From the records below, please return each line that holds the word "Mennonitenstraße".
/---
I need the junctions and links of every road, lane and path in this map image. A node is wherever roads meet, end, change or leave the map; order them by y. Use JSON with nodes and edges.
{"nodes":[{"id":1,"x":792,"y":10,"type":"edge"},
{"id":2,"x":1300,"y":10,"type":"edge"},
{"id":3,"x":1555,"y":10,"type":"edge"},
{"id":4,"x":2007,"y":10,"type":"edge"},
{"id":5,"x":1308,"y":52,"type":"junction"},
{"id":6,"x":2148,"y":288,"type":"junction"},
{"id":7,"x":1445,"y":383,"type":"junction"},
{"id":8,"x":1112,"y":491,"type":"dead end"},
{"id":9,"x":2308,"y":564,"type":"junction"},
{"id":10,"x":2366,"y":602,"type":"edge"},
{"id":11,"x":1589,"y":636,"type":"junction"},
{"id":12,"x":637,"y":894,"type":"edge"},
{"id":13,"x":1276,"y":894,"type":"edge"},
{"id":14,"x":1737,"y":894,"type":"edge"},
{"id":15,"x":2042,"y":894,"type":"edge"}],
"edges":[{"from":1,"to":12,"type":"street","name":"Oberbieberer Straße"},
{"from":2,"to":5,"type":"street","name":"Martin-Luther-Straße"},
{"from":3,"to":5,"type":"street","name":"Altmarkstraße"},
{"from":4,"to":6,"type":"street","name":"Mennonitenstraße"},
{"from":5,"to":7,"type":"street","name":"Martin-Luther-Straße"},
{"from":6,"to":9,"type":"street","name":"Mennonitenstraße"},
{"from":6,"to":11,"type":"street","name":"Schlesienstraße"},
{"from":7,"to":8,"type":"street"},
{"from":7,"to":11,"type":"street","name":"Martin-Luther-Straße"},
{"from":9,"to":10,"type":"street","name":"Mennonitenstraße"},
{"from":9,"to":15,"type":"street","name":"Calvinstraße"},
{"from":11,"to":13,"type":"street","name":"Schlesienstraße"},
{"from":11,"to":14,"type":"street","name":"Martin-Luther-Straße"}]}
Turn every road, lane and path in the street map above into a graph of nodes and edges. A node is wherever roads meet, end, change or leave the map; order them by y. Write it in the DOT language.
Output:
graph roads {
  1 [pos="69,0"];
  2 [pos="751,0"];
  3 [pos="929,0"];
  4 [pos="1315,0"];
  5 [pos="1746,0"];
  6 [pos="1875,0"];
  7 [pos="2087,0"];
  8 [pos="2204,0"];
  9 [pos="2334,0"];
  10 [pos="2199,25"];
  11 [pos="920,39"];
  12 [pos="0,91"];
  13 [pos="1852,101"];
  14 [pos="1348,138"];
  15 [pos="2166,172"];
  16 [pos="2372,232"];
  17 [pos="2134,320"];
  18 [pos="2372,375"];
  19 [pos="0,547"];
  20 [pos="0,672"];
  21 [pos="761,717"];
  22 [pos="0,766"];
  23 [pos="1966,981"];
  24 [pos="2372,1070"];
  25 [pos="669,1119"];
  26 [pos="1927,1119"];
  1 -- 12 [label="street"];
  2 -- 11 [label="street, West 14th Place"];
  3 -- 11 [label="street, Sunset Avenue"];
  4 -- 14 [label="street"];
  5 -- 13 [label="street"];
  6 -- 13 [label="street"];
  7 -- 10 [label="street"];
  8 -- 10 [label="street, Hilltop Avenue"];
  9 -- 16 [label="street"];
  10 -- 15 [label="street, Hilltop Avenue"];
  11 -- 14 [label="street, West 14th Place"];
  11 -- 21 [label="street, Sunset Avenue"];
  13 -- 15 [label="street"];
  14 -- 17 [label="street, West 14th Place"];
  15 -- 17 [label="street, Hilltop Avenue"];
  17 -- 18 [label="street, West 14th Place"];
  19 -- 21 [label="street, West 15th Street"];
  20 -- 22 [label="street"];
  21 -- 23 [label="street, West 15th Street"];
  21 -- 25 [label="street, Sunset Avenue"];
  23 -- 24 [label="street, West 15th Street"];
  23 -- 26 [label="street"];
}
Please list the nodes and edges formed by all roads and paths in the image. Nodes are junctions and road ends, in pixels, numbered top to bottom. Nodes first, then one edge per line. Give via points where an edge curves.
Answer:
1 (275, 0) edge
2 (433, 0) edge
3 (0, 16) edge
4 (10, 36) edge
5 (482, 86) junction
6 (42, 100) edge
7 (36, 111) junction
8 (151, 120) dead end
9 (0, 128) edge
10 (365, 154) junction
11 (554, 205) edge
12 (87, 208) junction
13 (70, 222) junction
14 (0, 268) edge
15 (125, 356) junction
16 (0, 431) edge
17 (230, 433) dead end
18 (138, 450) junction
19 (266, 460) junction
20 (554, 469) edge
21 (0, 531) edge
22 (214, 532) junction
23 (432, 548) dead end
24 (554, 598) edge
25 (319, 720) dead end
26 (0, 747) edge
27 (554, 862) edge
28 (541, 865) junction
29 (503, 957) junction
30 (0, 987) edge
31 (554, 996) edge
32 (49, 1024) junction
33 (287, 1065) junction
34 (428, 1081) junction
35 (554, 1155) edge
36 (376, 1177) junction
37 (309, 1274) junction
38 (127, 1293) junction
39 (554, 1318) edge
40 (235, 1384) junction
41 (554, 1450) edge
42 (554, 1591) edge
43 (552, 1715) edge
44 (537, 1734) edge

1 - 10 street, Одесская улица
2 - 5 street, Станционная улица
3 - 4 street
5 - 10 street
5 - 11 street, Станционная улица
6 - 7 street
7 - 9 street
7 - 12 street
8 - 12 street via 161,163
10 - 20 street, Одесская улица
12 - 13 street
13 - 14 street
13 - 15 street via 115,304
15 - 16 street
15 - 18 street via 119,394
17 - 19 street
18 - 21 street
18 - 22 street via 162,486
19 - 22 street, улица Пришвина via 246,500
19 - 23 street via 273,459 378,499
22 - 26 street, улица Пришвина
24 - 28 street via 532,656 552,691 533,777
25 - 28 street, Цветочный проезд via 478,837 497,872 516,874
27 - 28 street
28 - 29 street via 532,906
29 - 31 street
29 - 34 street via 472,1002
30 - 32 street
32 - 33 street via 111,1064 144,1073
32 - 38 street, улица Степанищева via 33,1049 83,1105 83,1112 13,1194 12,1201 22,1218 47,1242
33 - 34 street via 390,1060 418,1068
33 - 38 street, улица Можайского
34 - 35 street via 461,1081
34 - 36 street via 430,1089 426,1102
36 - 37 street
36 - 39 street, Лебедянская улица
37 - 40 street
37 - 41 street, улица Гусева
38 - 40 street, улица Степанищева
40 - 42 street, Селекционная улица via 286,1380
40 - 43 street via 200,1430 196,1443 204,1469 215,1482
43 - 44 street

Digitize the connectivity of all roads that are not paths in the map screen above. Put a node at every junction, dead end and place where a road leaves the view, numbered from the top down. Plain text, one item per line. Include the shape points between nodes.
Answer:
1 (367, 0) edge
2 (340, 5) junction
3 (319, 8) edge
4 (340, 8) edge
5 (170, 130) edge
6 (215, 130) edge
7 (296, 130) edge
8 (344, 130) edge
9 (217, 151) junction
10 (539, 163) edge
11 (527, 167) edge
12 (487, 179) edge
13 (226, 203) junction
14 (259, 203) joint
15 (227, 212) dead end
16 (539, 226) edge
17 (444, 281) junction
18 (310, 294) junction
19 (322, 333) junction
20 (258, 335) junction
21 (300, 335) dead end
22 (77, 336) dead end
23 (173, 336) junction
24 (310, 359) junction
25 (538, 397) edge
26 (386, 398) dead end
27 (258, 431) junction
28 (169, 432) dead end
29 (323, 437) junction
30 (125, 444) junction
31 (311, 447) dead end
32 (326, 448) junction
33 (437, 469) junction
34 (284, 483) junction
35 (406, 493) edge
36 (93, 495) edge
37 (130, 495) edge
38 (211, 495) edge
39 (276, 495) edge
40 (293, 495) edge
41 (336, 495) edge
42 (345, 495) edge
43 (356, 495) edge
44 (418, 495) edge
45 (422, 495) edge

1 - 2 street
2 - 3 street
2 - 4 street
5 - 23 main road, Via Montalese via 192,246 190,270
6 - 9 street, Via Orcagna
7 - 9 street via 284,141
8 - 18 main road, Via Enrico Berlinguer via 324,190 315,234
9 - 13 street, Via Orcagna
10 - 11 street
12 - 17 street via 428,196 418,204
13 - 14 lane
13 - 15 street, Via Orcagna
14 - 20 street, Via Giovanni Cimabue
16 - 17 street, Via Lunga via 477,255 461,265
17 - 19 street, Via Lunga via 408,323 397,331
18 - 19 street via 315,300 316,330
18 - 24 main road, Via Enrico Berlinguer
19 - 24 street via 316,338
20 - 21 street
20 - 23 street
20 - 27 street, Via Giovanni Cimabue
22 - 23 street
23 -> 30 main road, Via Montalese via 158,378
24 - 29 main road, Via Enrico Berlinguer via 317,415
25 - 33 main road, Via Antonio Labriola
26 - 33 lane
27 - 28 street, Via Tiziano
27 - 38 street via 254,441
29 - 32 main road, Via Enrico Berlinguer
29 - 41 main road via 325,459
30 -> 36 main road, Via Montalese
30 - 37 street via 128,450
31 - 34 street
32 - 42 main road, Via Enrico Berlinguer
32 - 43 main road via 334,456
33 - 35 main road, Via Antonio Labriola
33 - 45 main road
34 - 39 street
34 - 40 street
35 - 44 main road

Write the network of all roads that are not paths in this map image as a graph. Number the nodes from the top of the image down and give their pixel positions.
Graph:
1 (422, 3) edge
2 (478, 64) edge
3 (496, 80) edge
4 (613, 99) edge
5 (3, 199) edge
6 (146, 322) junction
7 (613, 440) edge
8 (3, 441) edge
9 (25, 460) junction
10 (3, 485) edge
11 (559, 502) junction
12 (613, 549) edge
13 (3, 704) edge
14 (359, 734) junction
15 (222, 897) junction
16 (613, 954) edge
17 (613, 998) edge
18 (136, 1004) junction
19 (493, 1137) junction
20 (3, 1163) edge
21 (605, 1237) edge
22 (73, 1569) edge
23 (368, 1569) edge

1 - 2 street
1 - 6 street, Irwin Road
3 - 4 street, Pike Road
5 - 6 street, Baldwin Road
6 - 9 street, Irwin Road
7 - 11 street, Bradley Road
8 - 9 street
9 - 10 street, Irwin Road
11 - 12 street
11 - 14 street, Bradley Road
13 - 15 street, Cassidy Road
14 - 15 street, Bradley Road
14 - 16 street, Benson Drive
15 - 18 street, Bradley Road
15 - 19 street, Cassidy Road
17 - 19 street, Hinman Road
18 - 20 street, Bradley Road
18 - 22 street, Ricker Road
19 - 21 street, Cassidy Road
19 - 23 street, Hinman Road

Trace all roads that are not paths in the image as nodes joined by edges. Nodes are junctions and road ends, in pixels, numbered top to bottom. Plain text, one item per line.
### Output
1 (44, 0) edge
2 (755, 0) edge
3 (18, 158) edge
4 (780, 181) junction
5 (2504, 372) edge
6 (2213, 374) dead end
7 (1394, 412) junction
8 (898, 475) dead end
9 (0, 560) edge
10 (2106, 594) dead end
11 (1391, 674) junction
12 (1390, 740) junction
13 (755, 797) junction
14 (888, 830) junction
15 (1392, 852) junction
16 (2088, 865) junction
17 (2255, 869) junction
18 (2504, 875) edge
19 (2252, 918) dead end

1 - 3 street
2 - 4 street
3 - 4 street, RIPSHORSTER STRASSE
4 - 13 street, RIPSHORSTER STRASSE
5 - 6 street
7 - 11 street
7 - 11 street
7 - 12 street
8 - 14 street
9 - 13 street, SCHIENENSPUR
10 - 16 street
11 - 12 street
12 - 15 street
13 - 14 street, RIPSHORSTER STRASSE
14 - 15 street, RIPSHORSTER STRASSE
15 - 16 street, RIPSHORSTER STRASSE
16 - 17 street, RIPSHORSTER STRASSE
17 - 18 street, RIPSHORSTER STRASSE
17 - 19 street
\---
§ **RESPONSE BOX**:
{"from":4,"to":6,"type":"street","name":"Mennonitenstraße"},
{"from":6,"to":9,"type":"street","name":"Mennonitenstraße"},
{"from":9,"to":10,"type":"street","name":"Mennonitenstraße"},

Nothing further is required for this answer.